The part-of-speech analysis unit 140 is configured to perform lexical analysis according to the sentence segmentation result, so as to obtain a noun part-of-speech keyword corresponding to the sentence segmentation result.

In an embodiment, the part-of-speech analysis unit 140 is further configured to:

And taking the sentence segmentation result as input of a pre-trained joint lexical analysis model to obtain noun part-of-speech keywords in the sentence segmentation result.

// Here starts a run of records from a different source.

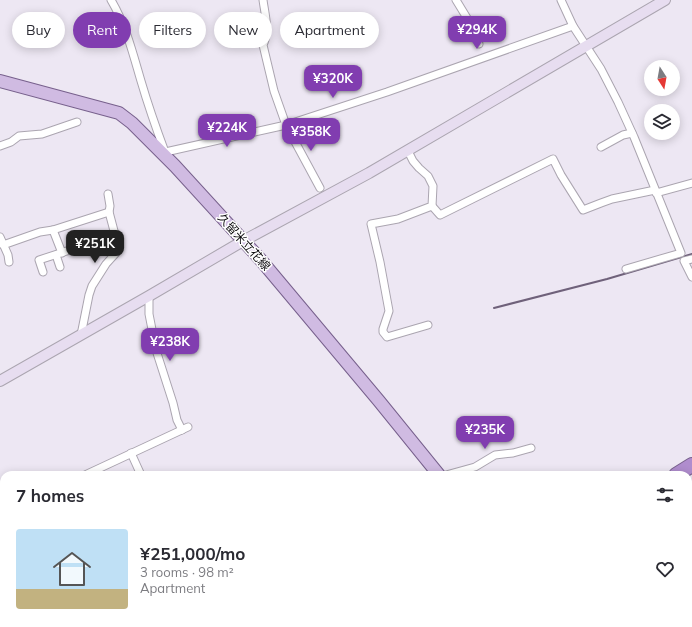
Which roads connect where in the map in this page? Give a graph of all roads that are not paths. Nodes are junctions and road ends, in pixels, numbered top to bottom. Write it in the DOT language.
graph roads {
  1 [pos="111,0"];
  2 [pos="262,0"];
  3 [pos="456,0"];
  4 [pos="561,0"];
  5 [pos="665,0"];
  6 [pos="573,26"];
  7 [pos="479,44"];
  8 [pos="586,46"];
  9 [pos="0,81"];
  10 [pos="76,122"];
  11 [pos="286,125"];
  12 [pos="632,133"];
  13 [pos="0,146"];
  14 [pos="601,147"];
  15 [pos="408,151"];
  16 [pos="163,152"];
  17 [pos="692,183"];
  18 [pos="320,188"];
  19 [pos="656,191"];
  20 [pos="108,194"];
  21 [pos="432,206"];
  22 [pos="109,212"];
  23 [pos="54,230"];
  24 [pos="116,236"];
  25 [pos="0,237"];
  26 [pos="244,241"];
  27 [pos="3,245"];
  28 [pos="59,254"];
  29 [pos="692,259"];
  30 [pos="9,262"];
  31 [pos="60,267"];
  32 [pos="626,268"];
  33 [pos="43,272"];
  34 [pos="692,277"];
  35 [pos="149,296"];
  36 [pos="428,325"];
  37 [pos="81,335"];
  38 [pos="0,381"];
  39 [pos="531,448"];
  40 [pos="132,453"];
  41 [pos="692,464"];
  42 [pos="94,471"];
  43 [pos="139,471"];
  44 [pos="436,471"];
  45 [pos="460,471"];
  46 [pos="682,471"];
  1 -- 16 [label="street"];
  2 -- 11 [label="street"];
  3 -- 7 [label="street"];
  4 -- 6 [label="street"];
  5 -- 8 [label="street"];
  6 -- 8 [label="street"];
  6 -- 11 [label="street"];
  8 -- 12 [label="street"];
  8 -- 15 [label="street"];
  9 -- 16 [label="main road, 久留米立花線"];
  10 -- 13 [label="street"];
  11 -- 16 [label="street"];
  11 -- 18 [label="street"];
  12 -- 14 [label="street"];
  12 -- 19 [label="street"];
  15 -- 21 [label="street"];
  15 -- 26 [label="street"];
  16 -- 26 [label="main road, 久留米立花線"];
  17 -- 19 [label="street"];
  19 -- 21 [label="street"];
  19 -- 32 [label="street"];
  20 -- 22 [label="street"];
  21 -- 36 [label="street"];
  22 -- 23 [label="street"];
  22 -- 24 [label="street"];
  23 -- 27 [label="street"];
  23 -- 28 [label="street"];
  24 -- 28 [label="street"];
  24 -- 37 [label="street"];
  25 -- 27 [label="street"];
  26 -- 35 [label="street"];
  26 -- 44 [label="main road, 久留米立花線"];
  27 -- 30 [label="street"];
  28 -- 31 [label="street"];
  28 -- 33 [label="street"];
  29 -- 34 [label="street"];
  35 -- 37 [label="street"];
  35 -- 40 [label="street"];
  37 -- 38 [label="street"];
  39 -- 45 [label="street"];
  40 -- 42 [label="street"];
  40 -- 43 [label="street"];
  41 -- 46 [label="highway"];
}
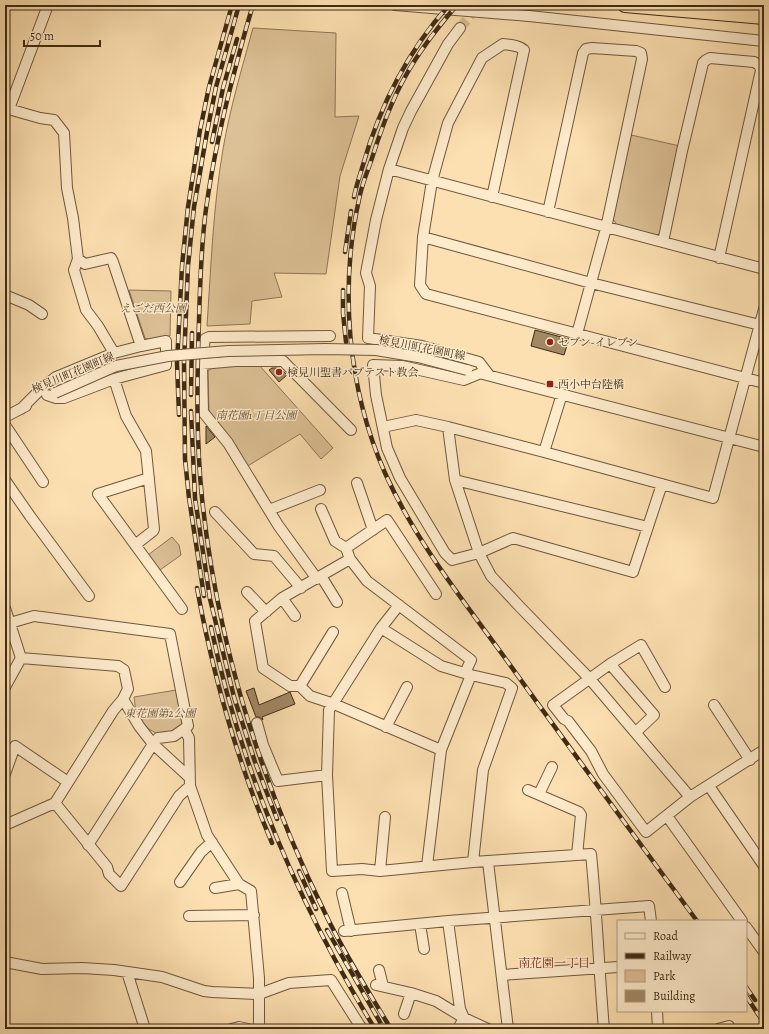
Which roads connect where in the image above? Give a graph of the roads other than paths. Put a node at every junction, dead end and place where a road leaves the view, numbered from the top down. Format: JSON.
{"nodes":[{"id":1,"x":48,"y":5,"type":"edge"},
{"id":2,"x":395,"y":5,"type":"edge"},
{"id":3,"x":625,"y":5,"type":"edge"},
{"id":4,"x":764,"y":17,"type":"edge"},
{"id":5,"x":460,"y":28,"type":"tunnel mouth"},
{"id":6,"x":764,"y":41,"type":"edge"},
{"id":7,"x":7,"y":108,"type":"edge"},
{"id":8,"x":389,"y":169,"type":"junction"},
{"id":9,"x":432,"y":181,"type":"junction"},
{"id":10,"x":492,"y":197,"type":"junction"},
{"id":11,"x":548,"y":212,"type":"junction"},
{"id":12,"x":606,"y":228,"type":"junction"},
{"id":13,"x":423,"y":236,"type":"junction"},
{"id":14,"x":662,"y":242,"type":"junction"},
{"id":15,"x":719,"y":258,"type":"junction"},
{"id":16,"x":78,"y":259,"type":"junction"},
{"id":17,"x":764,"y":269,"type":"edge"},
{"id":18,"x":591,"y":283,"type":"junction"},
{"id":19,"x":5,"y":295,"type":"edge"},
{"id":20,"x":764,"y":309,"type":"edge"},
{"id":21,"x":42,"y":314,"type":"dead end"},
{"id":22,"x":760,"y":326,"type":"junction"},
{"id":23,"x":578,"y":334,"type":"junction"},
{"id":24,"x":330,"y":336,"type":"dead end"},
{"id":25,"x":141,"y":346,"type":"junction"},
{"id":26,"x":114,"y":353,"type":"junction"},
{"id":27,"x":202,"y":364,"type":"junction"},
{"id":28,"x":485,"y":374,"type":"junction"},
{"id":29,"x":114,"y":379,"type":"junction"},
{"id":30,"x":745,"y":379,"type":"junction"},
{"id":31,"x":764,"y":383,"type":"edge"},
{"id":32,"x":51,"y":394,"type":"junction"},
{"id":33,"x":562,"y":394,"type":"junction"},
{"id":34,"x":21,"y":409,"type":"junction"},
{"id":35,"x":5,"y":417,"type":"edge"},
{"id":36,"x":5,"y":425,"type":"edge"},
{"id":37,"x":384,"y":427,"type":"junction"},
{"id":38,"x":448,"y":427,"type":"junction"},
{"id":39,"x":351,"y":430,"type":"dead end"},
{"id":40,"x":729,"y":437,"type":"junction"},
{"id":41,"x":764,"y":447,"type":"edge"},
{"id":42,"x":544,"y":452,"type":"junction"},
{"id":43,"x":149,"y":478,"type":"junction"},
{"id":44,"x":5,"y":480,"type":"edge"},
{"id":45,"x":455,"y":480,"type":"junction"},
{"id":46,"x":43,"y":482,"type":"dead end"},
{"id":47,"x":357,"y":483,"type":"dead end"},
{"id":48,"x":662,"y":484,"type":"junction"},
{"id":49,"x":320,"y":490,"type":"dead end"},
{"id":50,"x":321,"y":509,"type":"dead end"},
{"id":51,"x":269,"y":510,"type":"junction"},
{"id":52,"x":215,"y":512,"type":"dead end"},
{"id":53,"x":648,"y":527,"type":"junction"},
{"id":54,"x":373,"y":530,"type":"junction"},
{"id":55,"x":135,"y":545,"type":"junction"},
{"id":56,"x":346,"y":548,"type":"junction"},
{"id":57,"x":479,"y":553,"type":"junction"},
{"id":58,"x":350,"y":560,"type":"junction"},
{"id":59,"x":319,"y":577,"type":"junction"},
{"id":60,"x":301,"y":588,"type":"junction"},
{"id":61,"x":247,"y":592,"type":"dead end"},
{"id":62,"x":436,"y":594,"type":"dead end"},
{"id":63,"x":89,"y":596,"type":"dead end"},
{"id":64,"x":282,"y":598,"type":"junction"},
{"id":65,"x":337,"y":602,"type":"dead end"},
{"id":66,"x":400,"y":605,"type":"junction"},
{"id":67,"x":5,"y":608,"type":"edge"},
{"id":68,"x":182,"y":609,"type":"dead end"},
{"id":69,"x":266,"y":612,"type":"junction"},
{"id":70,"x":295,"y":616,"type":"dead end"},
{"id":71,"x":10,"y":623,"type":"junction"},
{"id":72,"x":381,"y":628,"type":"junction"},
{"id":73,"x":333,"y":632,"type":"dead end"},
{"id":74,"x":21,"y":658,"type":"junction"},
{"id":75,"x":610,"y":664,"type":"junction"},
{"id":76,"x":468,"y":674,"type":"junction"},
{"id":77,"x":589,"y":678,"type":"junction"},
{"id":78,"x":300,"y":686,"type":"junction"},
{"id":79,"x":5,"y":687,"type":"edge"},
{"id":80,"x":407,"y":687,"type":"dead end"},
{"id":81,"x":665,"y":687,"type":"dead end"},
{"id":82,"x":123,"y":699,"type":"junction"},
{"id":83,"x":334,"y":704,"type":"junction"},
{"id":84,"x":714,"y":705,"type":"dead end"},
{"id":85,"x":257,"y":723,"type":"dead end"},
{"id":86,"x":386,"y":727,"type":"junction"},
{"id":87,"x":184,"y":729,"type":"junction"},
{"id":88,"x":636,"y":732,"type":"junction"},
{"id":89,"x":152,"y":744,"type":"junction"},
{"id":90,"x":441,"y":750,"type":"junction"},
{"id":91,"x":764,"y":750,"type":"edge"},
{"id":92,"x":750,"y":760,"type":"junction"},
{"id":93,"x":552,"y":767,"type":"dead end"},
{"id":94,"x":5,"y":774,"type":"edge"},
{"id":95,"x":327,"y":775,"type":"junction"},
{"id":96,"x":189,"y":781,"type":"junction"},
{"id":97,"x":68,"y":782,"type":"junction"},
{"id":98,"x":709,"y":786,"type":"junction"},
{"id":99,"x":528,"y":790,"type":"dead end"},
{"id":100,"x":539,"y":794,"type":"junction"},
{"id":101,"x":690,"y":797,"type":"junction"},
{"id":102,"x":55,"y":803,"type":"junction"},
{"id":103,"x":667,"y":816,"type":"junction"},
{"id":104,"x":385,"y":817,"type":"dead end"},
{"id":105,"x":5,"y":825,"type":"edge"},
{"id":106,"x":212,"y":842,"type":"junction"},
{"id":107,"x":88,"y":845,"type":"junction"},
{"id":108,"x":576,"y":855,"type":"junction"},
{"id":109,"x":473,"y":862,"type":"junction"},
{"id":110,"x":488,"y":862,"type":"junction"},
{"id":111,"x":427,"y":866,"type":"junction"},
{"id":112,"x":764,"y":866,"type":"edge"},
{"id":113,"x":380,"y":872,"type":"junction"},
{"id":114,"x":180,"y":882,"type":"dead end"},
{"id":115,"x":239,"y":884,"type":"junction"},
{"id":116,"x":215,"y":888,"type":"dead end"},
{"id":117,"x":342,"y":893,"type":"dead end"},
{"id":118,"x":597,"y":909,"type":"junction"},
{"id":119,"x":254,"y":915,"type":"junction"},
{"id":120,"x":189,"y":916,"type":"dead end"},
{"id":121,"x":495,"y":918,"type":"junction"},
{"id":122,"x":651,"y":920,"type":"edge"},
{"id":123,"x":741,"y":920,"type":"edge"},
{"id":124,"x":448,"y":921,"type":"junction"},
{"id":125,"x":420,"y":924,"type":"junction"},
{"id":126,"x":747,"y":928,"type":"edge"},
{"id":127,"x":424,"y":949,"type":"dead end"},
{"id":128,"x":764,"y":952,"type":"edge"},
{"id":129,"x":6,"y":960,"type":"edge"},
{"id":130,"x":617,"y":967,"type":"edge"},
{"id":131,"x":599,"y":969,"type":"junction"},
{"id":132,"x":379,"y":970,"type":"dead end"},
{"id":133,"x":127,"y":972,"type":"junction"},
{"id":134,"x":502,"y":975,"type":"junction"},
{"id":135,"x":411,"y":993,"type":"junction"},
{"id":136,"x":259,"y":994,"type":"junction"},
{"id":137,"x":657,"y":1012,"type":"edge"},
{"id":138,"x":404,"y":1014,"type":"dead end"},
{"id":139,"x":464,"y":1018,"type":"junction"},
{"id":140,"x":729,"y":1026,"type":"dead end"},
{"id":141,"x":145,"y":1029,"type":"edge"},
{"id":142,"x":231,"y":1029,"type":"edge"},
{"id":143,"x":248,"y":1029,"type":"edge"},
{"id":144,"x":259,"y":1029,"type":"edge"},
{"id":145,"x":362,"y":1029,"type":"edge"},
{"id":146,"x":458,"y":1029,"type":"edge"},
{"id":147,"x":488,"y":1029,"type":"edge"},
{"id":148,"x":508,"y":1029,"type":"edge"},
{"id":149,"x":604,"y":1029,"type":"edge"},
{"id":150,"x":658,"y":1029,"type":"edge"},
{"id":151,"x":718,"y":1029,"type":"edge"}],
"edges":[{"from":1,"to":7,"type":"street"},
{"from":2,"to":6,"type":"street"},
{"from":3,"to":4,"type":"highway"},
{"from":5,"to":8,"type":"street"},
{"from":7,"to":16,"type":"street"},
{"from":8,"to":9,"type":"street"},
{"from":8,"to":28,"type":"street"},
{"from":9,"to":10,"type":"street"},
{"from":9,"to":10,"type":"street"},
{"from":9,"to":13,"type":"street"},
{"from":10,"to":11,"type":"street"},
{"from":11,"to":12,"type":"street"},
{"from":11,"to":12,"type":"street"},
{"from":12,"to":14,"type":"street"},
{"from":12,"to":18,"type":"street"},
{"from":13,"to":18,"type":"street"},
{"from":13,"to":23,"type":"street"},
{"from":14,"to":15,"type":"street"},
{"from":14,"to":15,"type":"street"},
{"from":15,"to":17,"type":"street"},
{"from":16,"to":25,"type":"street"},
{"from":16,"to":26,"type":"street"},
{"from":18,"to":22,"type":"street"},
{"from":18,"to":23,"type":"street"},
{"from":19,"to":21,"type":"street"},
{"from":20,"to":22,"type":"street"},
{"from":22,"to":30,"type":"street"},
{"from":23,"to":30,"type":"street"},
{"from":24,"to":27,"type":"street"},
{"from":25,"to":26,"type":"street"},
{"from":25,"to":29,"type":"street"},
{"from":26,"to":34,"type":"street"},
{"from":27,"to":39,"type":"street"},
{"from":27,"to":51,"type":"street"},
{"from":28,"to":32,"type":"street","name":"検見川町花園町線","bridge":true},
{"from":28,"to":33,"type":"street","name":"検見川町花園町線"},
{"from":28,"to":37,"type":"street"},
{"from":29,"to":32,"type":"street"},
{"from":29,"to":43,"type":"street"},
{"from":30,"to":31,"type":"street"},
{"from":30,"to":40,"type":"street"},
{"from":32,"to":34,"type":"street","name":"検見川町花園町線"},
{"from":33,"to":40,"type":"street","name":"検見川町花園町線"},
{"from":33,"to":42,"type":"street"},
{"from":34,"to":35,"type":"street","name":"検見川町花園町線"},
{"from":36,"to":46,"type":"street"},
{"from":37,"to":38,"type":"street"},
{"from":37,"to":57,"type":"street"},
{"from":38,"to":42,"type":"street"},
{"from":38,"to":45,"type":"street"},
{"from":40,"to":41,"type":"street","name":"検見川町花園町線"},
{"from":40,"to":48,"type":"street"},
{"from":42,"to":48,"type":"street"},
{"from":43,"to":55,"type":"street"},
{"from":43,"to":55,"type":"street"},
{"from":44,"to":63,"type":"street"},
{"from":45,"to":53,"type":"street"},
{"from":45,"to":57,"type":"street"},
{"from":47,"to":54,"type":"street"},
{"from":48,"to":53,"type":"street"},
{"from":49,"to":51,"type":"street"},
{"from":50,"to":56,"type":"street"},
{"from":51,"to":59,"type":"street"},
{"from":52,"to":60,"type":"street"},
{"from":53,"to":57,"type":"street"},
{"from":54,"to":56,"type":"street"},
{"from":54,"to":62,"type":"street"},
{"from":55,"to":68,"type":"street"},
{"from":56,"to":58,"type":"street"},
{"from":57,"to":77,"type":"street"},
{"from":58,"to":59,"type":"street"},
{"from":58,"to":66,"type":"street"},
{"from":59,"to":60,"type":"street"},
{"from":59,"to":65,"type":"street"},
{"from":60,"to":64,"type":"street"},
{"from":61,"to":69,"type":"street"},
{"from":64,"to":69,"type":"street"},
{"from":64,"to":70,"type":"street"},
{"from":66,"to":72,"type":"street"},
{"from":66,"to":76,"type":"street"},
{"from":67,"to":71,"type":"street"},
{"from":69,"to":78,"type":"street"},
{"from":71,"to":74,"type":"street"},
{"from":71,"to":87,"type":"street"},
{"from":72,"to":76,"type":"street"},
{"from":72,"to":83,"type":"street"},
{"from":73,"to":78,"type":"street"},
{"from":74,"to":79,"type":"street"},
{"from":74,"to":82,"type":"street"},
{"from":75,"to":77,"type":"street"},
{"from":75,"to":81,"type":"street"},
{"from":75,"to":88,"type":"street"},
{"from":76,"to":90,"type":"street"},
{"from":76,"to":109,"type":"street"},
{"from":77,"to":88,"type":"street"},
{"from":77,"to":103,"type":"street"},
{"from":78,"to":83,"type":"street"},
{"from":80,"to":86,"type":"street"},
{"from":82,"to":89,"type":"street"},
{"from":82,"to":97,"type":"street"},
{"from":83,"to":86,"type":"street"},
{"from":83,"to":95,"type":"street"},
{"from":84,"to":92,"type":"street"},
{"from":85,"to":95,"type":"street"},
{"from":86,"to":90,"type":"street"},
{"from":87,"to":89,"type":"street"},
{"from":87,"to":96,"type":"street"},
{"from":88,"to":101,"type":"street"},
{"from":89,"to":96,"type":"street"},
{"from":89,"to":107,"type":"street"},
{"from":90,"to":111,"type":"street"},
{"from":91,"to":92,"type":"street"},
{"from":92,"to":98,"type":"street"},
{"from":93,"to":100,"type":"street"},
{"from":94,"to":97,"type":"street"},
{"from":95,"to":113,"type":"street"},
{"from":96,"to":106,"type":"street"},
{"from":96,"to":107,"type":"street"},
{"from":97,"to":102,"type":"street"},
{"from":98,"to":101,"type":"street"},
{"from":98,"to":112,"type":"street"},
{"from":99,"to":100,"type":"street"},
{"from":100,"to":108,"type":"street"},
{"from":101,"to":103,"type":"street"},
{"from":102,"to":105,"type":"street"},
{"from":102,"to":107,"type":"street"},
{"from":103,"to":123,"type":"street"},
{"from":104,"to":113,"type":"street"},
{"from":106,"to":114,"type":"street"},
{"from":106,"to":115,"type":"street"},
{"from":108,"to":110,"type":"street"},
{"from":108,"to":118,"type":"street"},
{"from":109,"to":110,"type":"street"},
{"from":109,"to":111,"type":"street"},
{"from":110,"to":121,"type":"street"},
{"from":111,"to":113,"type":"street"},
{"from":115,"to":116,"type":"street"},
{"from":115,"to":119,"type":"street"},
{"from":117,"to":125,"type":"street"},
{"from":118,"to":121,"type":"street"},
{"from":118,"to":122,"type":"street"},
{"from":118,"to":131,"type":"street"},
{"from":119,"to":120,"type":"street"},
{"from":119,"to":136,"type":"street"},
{"from":121,"to":124,"type":"street"},
{"from":121,"to":134,"type":"street"},
{"from":124,"to":125,"type":"street"},
{"from":124,"to":139,"type":"street"},
{"from":125,"to":127,"type":"street"},
{"from":126,"to":128,"type":"street"},
{"from":129,"to":133,"type":"street"},
{"from":130,"to":131,"type":"street"},
{"from":131,"to":134,"type":"street"},
{"from":131,"to":149,"type":"street"},
{"from":132,"to":135,"type":"street"},
{"from":133,"to":136,"type":"street"},
{"from":133,"to":141,"type":"street"},
{"from":134,"to":148,"type":"street"},
{"from":135,"to":138,"type":"street"},
{"from":135,"to":139,"type":"street"},
{"from":136,"to":144,"type":"street"},
{"from":136,"to":145,"type":"street"},
{"from":137,"to":150,"type":"street"},
{"from":139,"to":146,"type":"street"},
{"from":139,"to":147,"type":"street"},
{"from":140,"to":151,"type":"street"},
{"from":142,"to":143,"type":"street"}]}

In this embodiment, the process of lexical analysis by the joint lexical analysis model is as follows:

the input of the lexical analysis task is a string (which is referred to hereinafter as "sentence"), and the output is word boundaries and parts of speech, entity class in the sentence. Sequence tagging is a classical modeling approach to lexical analysis. And (3) constructing a joint lexical analysis model (namely, a LAC model), learning features by using a network structure based on GRU (gate control loop unit), and accessing the learned features into a CRF decoding layer (CRF, namely, a conditional random field) to finish sequence labeling. The CRF decoding layer essentially changes a linear model in the traditional CRF into a nonlinear neural network, and the problem of label bias can be better solved based on the likelihood probability of sentence level.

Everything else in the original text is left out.